Menu: Bamboo Cafe

  • Jodi Miller photo
  • Jodi Miller photo
By
From the Menu: Bamboo Cafe edition

When my dentist offers a recommendation, I listen. I mean, the man was dead-on about the flossing, right? So when he tossed me a heads-up about Bamboo Cafe on Bethel Road (near his office), I filed it under "Future Reconnaissance Mission."

Well, several visits later I'm able to report that Bamboo Cafe is an impressively clean restaurant serving food with impressively clean flavors. Somewhat unusually, its menu of pleasing and even nuanced dishes is split down the middle between Thai and Vietnamese choices.

Inside, the bright and charming little place heroically lives up to its name - there's bamboo all over. It comes in the form of leafy living plants splayed against the front window, burnished ladders leaning against a wall-length screen, columns forming the base of a thatched-roof hut facade and twisty green sprigs enlivening every single table.

There's also a gurgling fountain featuring a Buddha holding a blue-lit spinning ball and a pretty overall floral thing going on with real flowers and 2-D ones framed on walls and printed on fanciful crimson chair cushions. This colorful and cheery scenery is equaled in mood by the busy mini-staff of two, who seem genuinely sincere in their frequent "Is everything delicious?" inquiries.

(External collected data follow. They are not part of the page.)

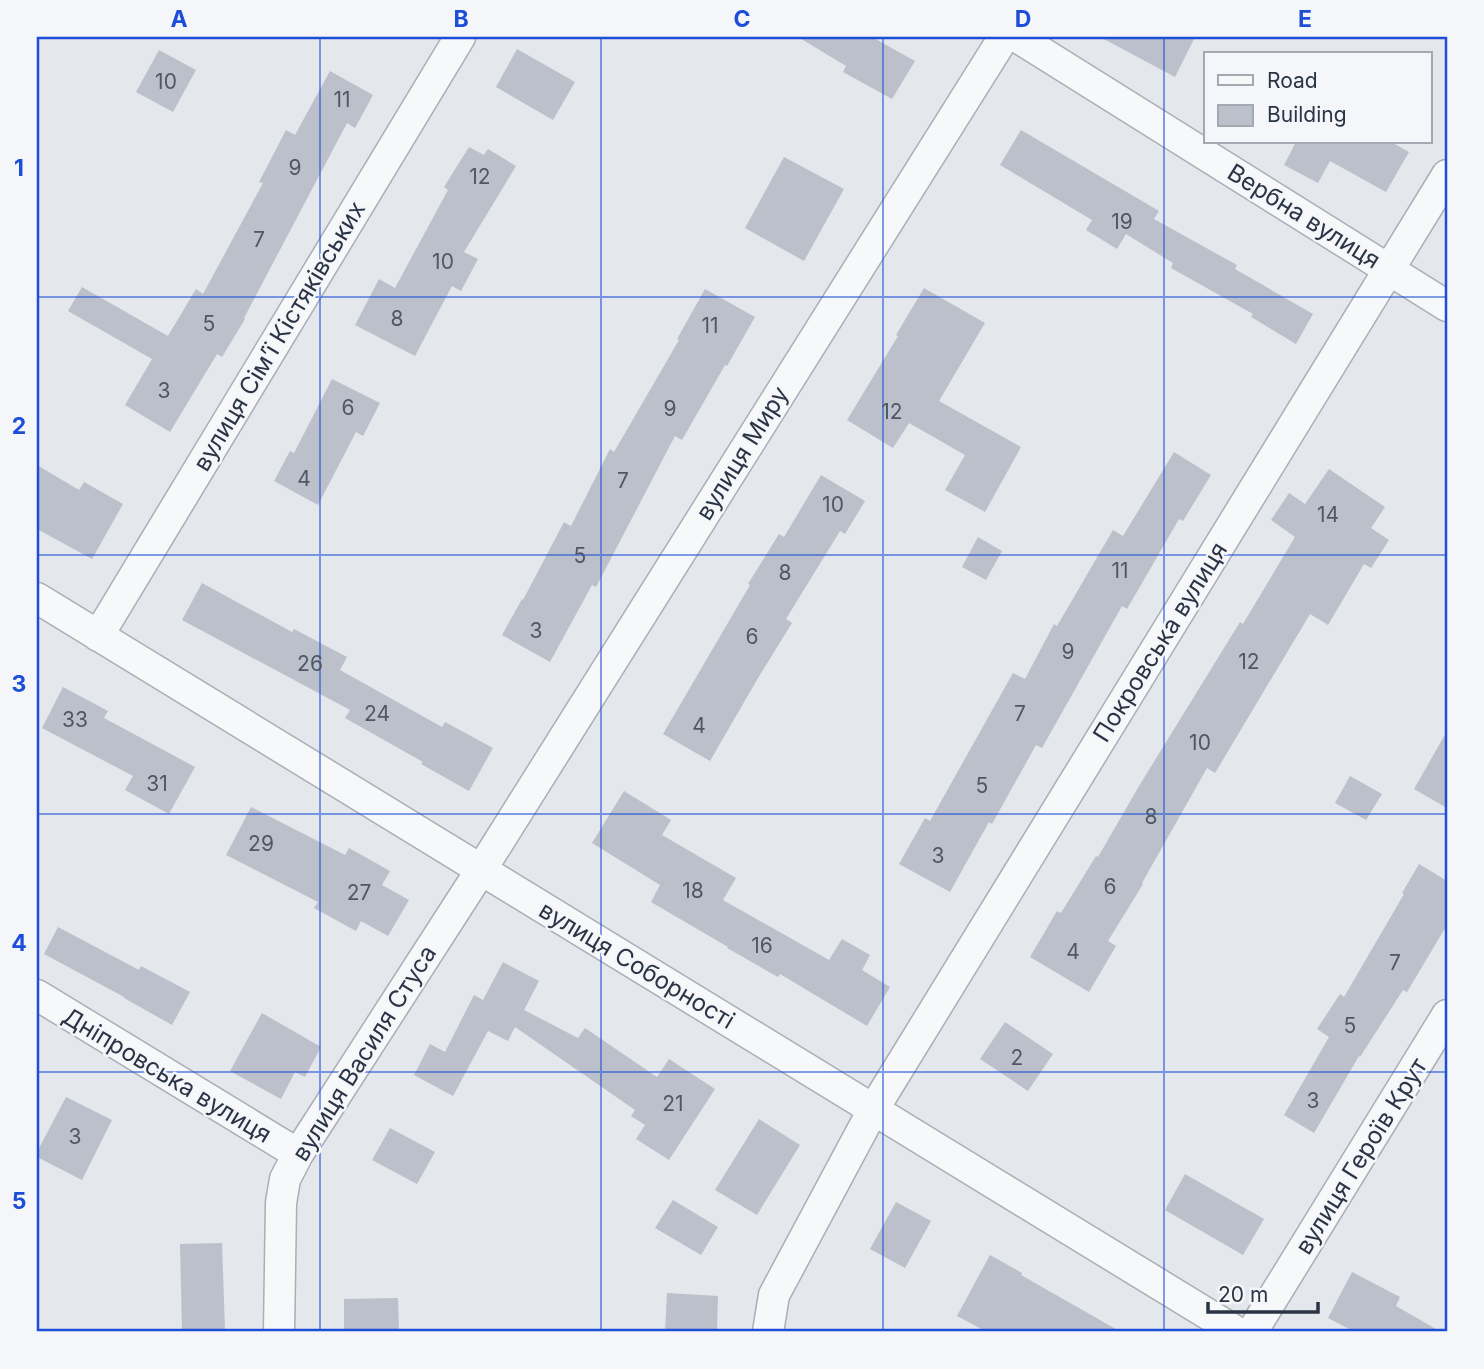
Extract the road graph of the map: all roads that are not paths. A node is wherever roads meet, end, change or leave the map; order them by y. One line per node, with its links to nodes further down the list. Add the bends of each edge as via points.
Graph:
1 (460, 37): 8 (street, вулиця Сімʼї Кістяківських)
2 (1004, 37): 9 (street, вулиця Миру)
3 (1017, 37): 5 (street, Вербна вулиця)
4 (1447, 175): 5 (street, Покровська вулиця)
5 (1389, 270): 6 (street, Вербна вулиця); 12 (street, Покровська вулиця)
6 (1447, 306)
7 (37, 597): 8 (street, вулиця Соборності)
8 (98, 636): 9 (street, вулиця Соборності)
9 (481, 870): 12 (street, вулиця Соборності); 13 (street, вулиця Василя Стуса)
10 (37, 995): 13 (street, Дніпровська вулиця)
11 (1447, 1015): 17 (street, вулиця Героїв Крут)
12 (873, 1110): 15 (street, Покровська вулиця, via 774,1295); 16 (street, вулиця Соборності)
13 (298, 1154): 14 (street, вулиця Василя Стуса, via 285,1179 281,1203)
14 (279, 1332)
15 (768, 1332)
16 (1237, 1332)
17 (1252, 1332)

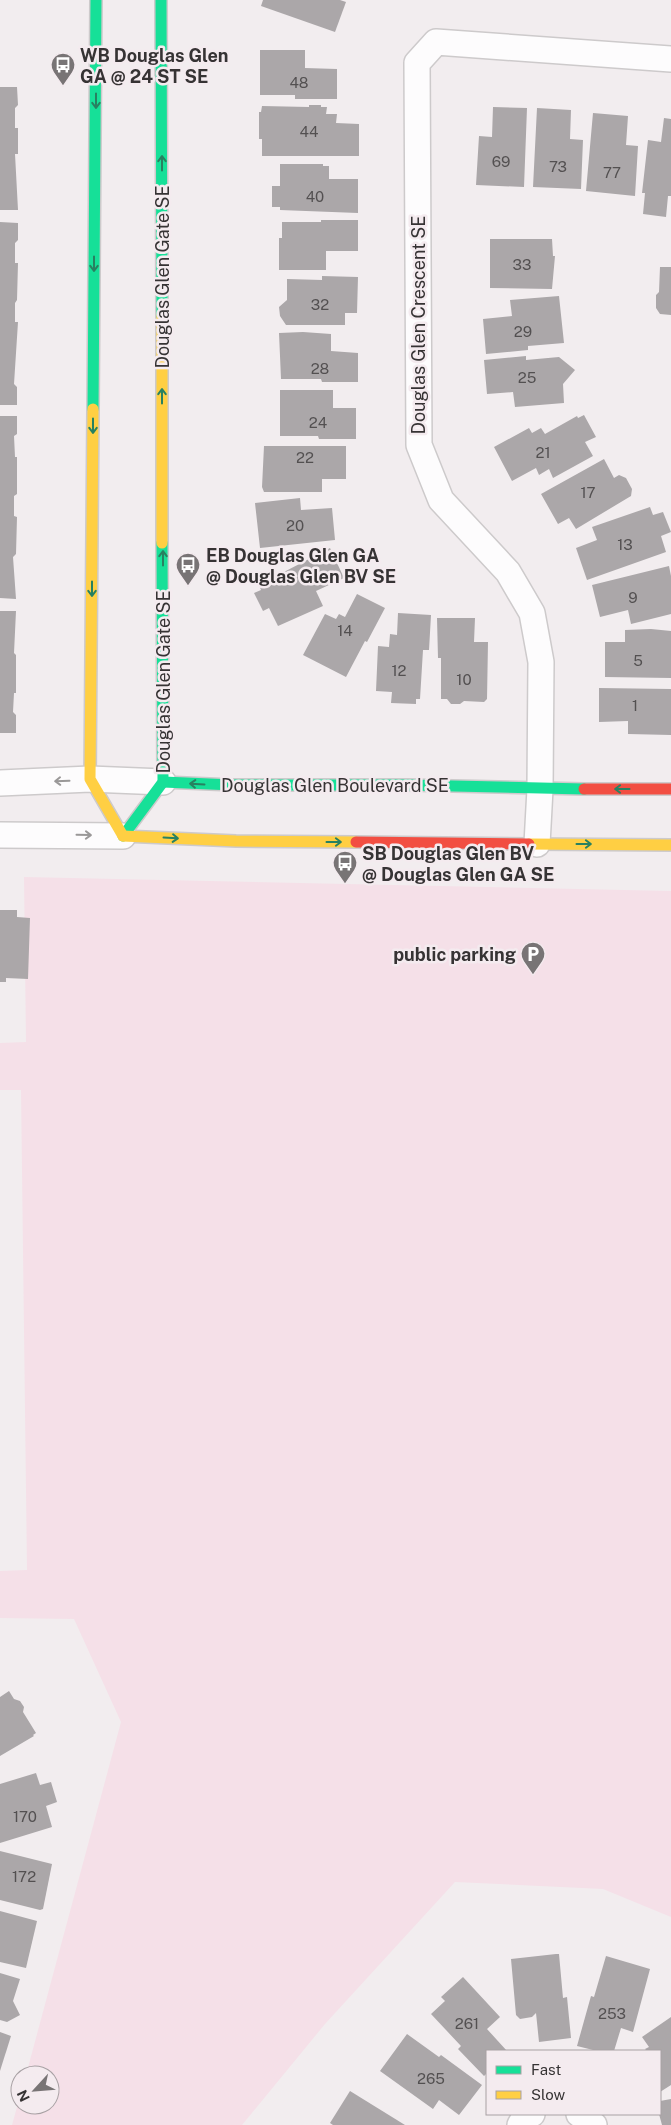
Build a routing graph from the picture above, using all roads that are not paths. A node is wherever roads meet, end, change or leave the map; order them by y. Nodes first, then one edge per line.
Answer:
1 (96, 0) edge
2 (161, 0) edge
3 (671, 59) edge
4 (90, 779) junction
5 (163, 782) junction
6 (0, 783) edge
7 (540, 789) junction
8 (671, 789) edge
9 (0, 834) edge
10 (123, 836) junction
11 (537, 844) junction
12 (671, 845) edge
13 (530, 2115) edge
14 (580, 2115) edge
15 (520, 2125) edge
16 (594, 2125) edge

1 -> 4 street
5 -> 2 street, Douglas Glen Gate SE
3 - 7 street, Douglas Glen Crescent SE
4 - 5 street, Douglas Glen Boulevard SE
4 -> 6 street, Douglas Glen Boulevard SE
4 - 10 street
7 -> 5 street, Douglas Glen Boulevard SE
5 - 10 street, Douglas Glen Gate SE
8 -> 7 street, Douglas Glen Boulevard SE
7 - 11 street, Douglas Glen Crescent SE
9 -> 10 street
10 -> 11 street
11 -> 12 street
13 - 15 street
14 - 16 street

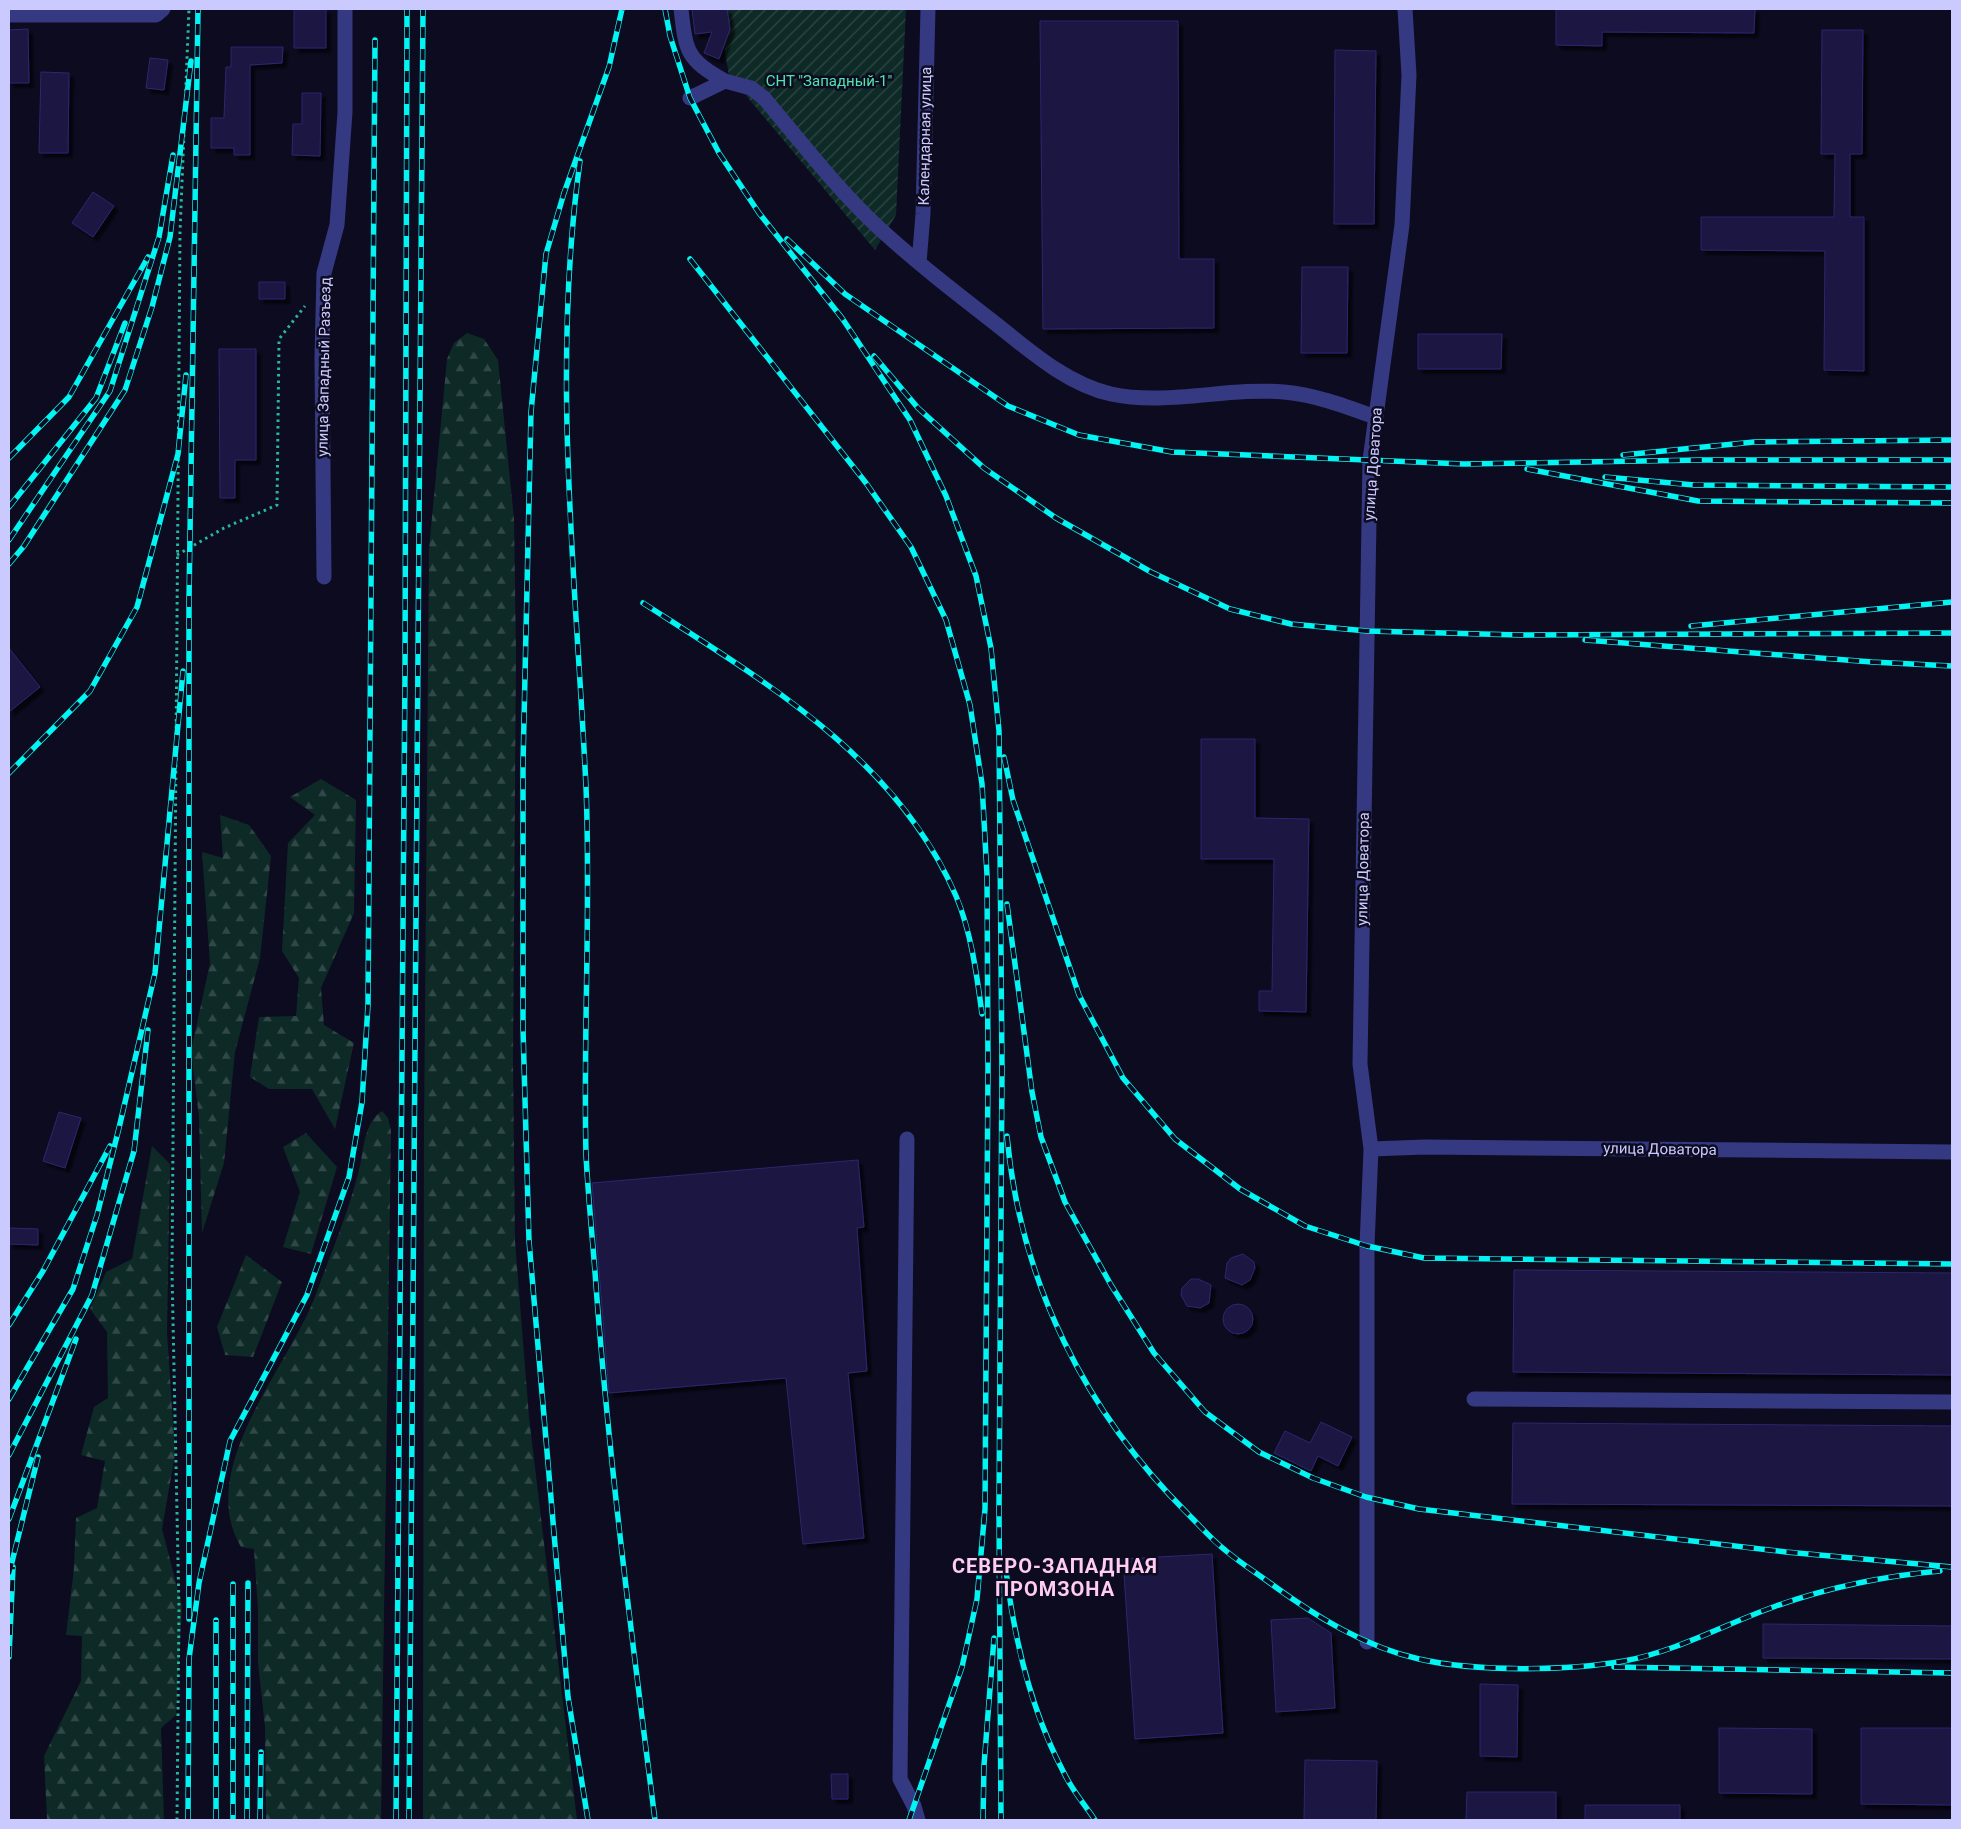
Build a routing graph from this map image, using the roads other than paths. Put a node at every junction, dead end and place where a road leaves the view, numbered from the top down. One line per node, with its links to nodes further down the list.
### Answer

Well, even though menu-mentioned ingredients were quite often missing from the dishes, everything pretty much was delicious. And unlike many others of its ilk, Bamboo's flavors came off as more calibrated, subtle and deliberate - as opposed to those who wildly clobber your tongue with the forceful tones associated with these cuisines (though I dig that approach too).

Of course if one diner's subtle is another diner's bland, then consider yourself forewarned.

In Thai Style

A sampling of Bamboo Cafe's Thai offerings

Yum Woonsen ($8) - A colorful and delicious warm salad with long, wispy bean-thread noodles tossed with meat (try it with ground pork) accented by alternating bites of Thai basil, peanuts, chili, fish sauce, onions and a lively lemony "dressing."

Mango Salad ($8) - Crunchy, shredded sweet mango "noodles" and carrot strips flavored with lots of sweetened citrus, cilantro and peanuts - it was topped with three pieces of fresh shrimp.

Tom Kha Gai ($8) - Top-notch, as good as any Thai soup in the city, it achieved a tight balance of tart lime, coconut milk, chili and fish sauce. It also had welcome major contributions from fresh tomato chunks and lemongrass.

Pad Thai ($12) - Very solid, it had an attractive "some assembly required" presentation with piles of sprouts and ground peanuts. The noodle dish also showed off a good blend of sweetness and citrus and came with four big nice-quality shrimp.

Pad Prik King ($10) - Lemongrass led the parade of flavors in this medium-spicy curry with a cumulative heat. The racy but not over-the-top sauce effectively perked up big and plentiful chunks of white-meat chicken.

Mango and Sticky Rice ($10) - If this dessert special is available, get it. The melt-in-your-mouth ripe fruit is imported from Bangkok and the warm, almost pudding-like, coconut-milk-drenched rice gets lively contrasts from toasted coconut and ground nuts.

Vietnamese Varieties

Some selections from the other half of Bamboo's menu

Goi Guon Thon Thit ($4) - Three biggie-sized Vietnamese-style spring rolls had purple basil, bean sprouts and sweet shrimp peeking through their unfried, nearly transparent white wrappers. They were better executed than most, and a good deal, too.

Sup Hai San ($4) - A seafood soup that was more of a textural thing - its unusually thick, opaque white broth was almost like congee porridge. That very mild tasting semi-liquid base supported seafood (a couple of shrimp, some tiny scallops and pieces of "crabstick") that was remarkably tender.

Com Surongbi Cha ($10) - A crispy and delicious simple pork chop with flavors from an aromatic sweet soy marinade and a golden brown crust. It was served with a complementing runny egg that looked like it might've been quickly deep-fried.

Pho Tai ($8) - A huge bowl, nice rendition and excellent value for this Vietnamese noodle soup classic. The subtle but beefy broth was scattered with scallions and cilantro and had a very nice five-spice presence. On the side were all the expected add-ons - Thai basil, mint, lime, bean sprouts and hot sauce.